F. William Knight was silent for a moment. Then he turned to Benton and nodded. “All right, Mr. President. I’ll do it.”
Joe Benton leaned forward. “Now, you know, before we go any further, you have to be a hundred percent clear you’re prepared to do it. You can still say no, Mr. Knight. I want you to be clear. You’re making a commitment.”
“I realize that, sir.”
“Your commitment is to take my message quickly and secretly to President Wen—and only to President Wen—and to deliver it exactly as you’re given it, and to bring back to me exactly his answer, whether written or verbal. Nothing more and nothing less. I need you to make that commitment before we go any further. If you need to think about it a little more, tell me.”
“I don’t need to think about it any more.”
“Are you sure?”
“I’m sure.”
Benton stood up. He put out his hand. “I thank you, sir. Your country is in your debt.”
Knight stood up and shook the president’s hand.
“How soon do you think you can talk to President Wen?” asked Benton.
“Within a few days, I would imagine. Is that soon enough?”
“It is. Secretary Olsen and Dr. Ball will brief you. You’ll be given a packet to deliver.”
~ * ~
Saturday, May 14
Family Residence, The White House
“You looked distracted tonight,” said Heather.
“Did I?” The president, taking off a sock, looked up at her.
He had been guest of honor at a dinner for the Young Democratic Achiever award. There had been some truly extraordinary stories of courage and determination, and he hoped he hadn’t given any sense that he didn’t value them.
“You didn’t like my speech?”
“Your speech was fine. It was the way you wandered off during the conversation.”
“Maybe it was the conversation.”
It was the stories of the young achievers that were inspiring. Unfortunately, the young achievers were seated with families and friends, all brought in for the event, and the presidential couple were seated with Mai Jackson, chair of the Democratic Party, his wife and a bunch of party apparatchiks.
Heather laughed. “I’ve seen you survive worse than that, Joe Benton.”
“Well, maybe that’s true. Being president requires a fine ability to tolerate banal conversation. They ought to put that in a warning somewhere.”
Heather folded her arms. “So what is it?”

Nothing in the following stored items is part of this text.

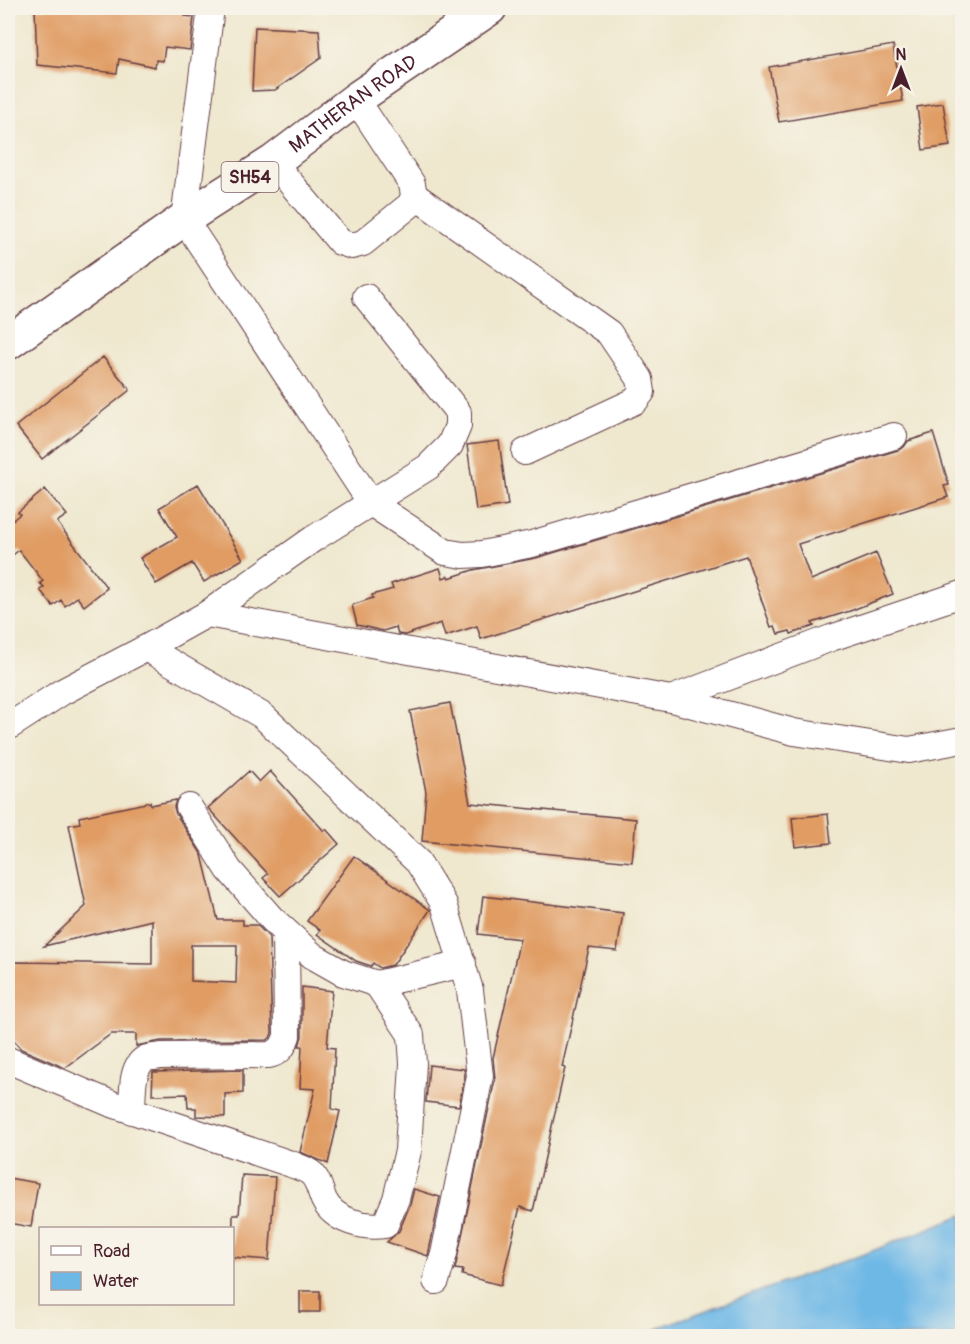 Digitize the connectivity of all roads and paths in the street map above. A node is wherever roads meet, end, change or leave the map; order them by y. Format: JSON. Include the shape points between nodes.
{"nodes":[{"id":1,"x":211,"y":8,"type":"edge"},
{"id":2,"x":490,"y":8,"type":"edge"},
{"id":3,"x":356,"y":99,"type":"junction"},
{"id":4,"x":273,"y":162,"type":"junction"},
{"id":5,"x":414,"y":195,"type":"junction"},
{"id":6,"x":184,"y":219,"type":"junction"},
{"id":7,"x":366,"y":297,"type":"dead end"},
{"id":8,"x":8,"y":343,"type":"edge"},
{"id":9,"x":894,"y":436,"type":"dead end"},
{"id":10,"x":525,"y":452,"type":"dead end"},
{"id":11,"x":371,"y":503,"type":"junction"},
{"id":12,"x":963,"y":594,"type":"edge"},
{"id":13,"x":207,"y":614,"type":"junction"},
{"id":14,"x":146,"y":648,"type":"junction"},
{"id":15,"x":671,"y":699,"type":"junction"},
{"id":16,"x":8,"y":727,"type":"edge"},
{"id":17,"x":963,"y":740,"type":"edge"},
{"id":18,"x":189,"y":807,"type":"dead end"},
{"id":19,"x":286,"y":932,"type":"junction"},
{"id":20,"x":463,"y":964,"type":"junction"},
{"id":21,"x":377,"y":984,"type":"junction"},
{"id":22,"x":8,"y":1060,"type":"edge"},
{"id":23,"x":132,"y":1111,"type":"junction"},
{"id":24,"x":436,"y":1281,"type":"dead end"}],
"edges":[{"from":1,"to":6,"type":"street"},
{"from":2,"to":3,"type":"main road","name":"MATHERAN ROAD","number":"SH54"},
{"from":3,"to":4,"type":"main road","name":"MATHERAN ROAD","number":"SH54"},
{"from":3,"to":5,"type":"street","via":[[412,184]]},
{"from":4,"to":5,"type":"street","via":[[340,242],[352,246],[363,243],[411,204]]},
{"from":4,"to":6,"type":"main road","name":"MATHERAN ROAD","number":"SH54"},
{"from":5,"to":10,"type":"street","via":[[609,333],[640,379],[642,392],[635,401]]},
{"from":6,"to":8,"type":"main road","name":"MATHERAN ROAD","number":"SH54"},
{"from":6,"to":11,"type":"street"},
{"from":7,"to":11,"type":"street","via":[[458,412],[458,426],[450,445],[429,466]]},
{"from":9,"to":11,"type":"street","via":[[532,544],[482,554],[445,552]]},
{"from":11,"to":13,"type":"street"},
{"from":12,"to":15,"type":"street","via":[[831,638]]},
{"from":13,"to":14,"type":"street"},
{"from":13,"to":15,"type":"street"},
{"from":14,"to":16,"type":"street","via":[[62,692]]},
{"from":14,"to":20,"type":"street","via":[[264,716],[418,862],[444,904]]},
{"from":15,"to":17,"type":"street","via":[[794,732],[909,750]]},
{"from":18,"to":19,"type":"street","via":[[229,870]]},
{"from":19,"to":21,"type":"street","via":[[313,956],[343,973]]},
{"from":19,"to":23,"type":"street","via":[[284,1047],[269,1055],[147,1058],[140,1063],[135,1076]]},
{"from":20,"to":21,"type":"street"},
{"from":20,"to":24,"type":"street","via":[[470,990],[480,1076]]},
{"from":21,"to":23,"type":"street","via":[[411,1035],[413,1063],[408,1151],[385,1225],[365,1226],[333,1213],[310,1172]]},
{"from":22,"to":23,"type":"street"}]}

Joe sighed. “Well, let’s see. Could be the fact that Senator Edwards has said he’s going to withhold support for the Teacher Support Bill unless we award one of our new integrated viral research grants to the University of Arkansas, which has rather a dubious claim to it, given that the University of Arkansas hasn’t exactly undertaken the world’s greatest viral research in the past. Or it could be that the military is already attacking us over our alleged plans to reduce funding for the self-propelled battle tank, which, by the way, haven’t even officially been presented to me yet, let alone reduced. Or it could be the fact that the Polish president, who was meant to be in Boston next week—and no, don’t ask, I have no idea why he’s going there on some kind of semiprivate visit—but the Polish president has now taken exception to some remark made by Congressman Batty and has decided he might cancel unless Congressman Batty retracts the comment, which normally I wouldn’t worry too much about, if not for the fact that Senator Wojciek, who’s also a little shaky on the Teacher Support Bill, has decided that she absolutely has to host President Koslowski at some dinner she’s organized, and she doesn’t think she’s going to look too good if we can’t lean on Congressman Batty, who, by the way, is exactly as his name suggests, and has built his entire career on his legendary ability— self-proclaimed, I should add
—not
to be leaned on.” The president paused, looking at Heather expectantly. “Should I go on?”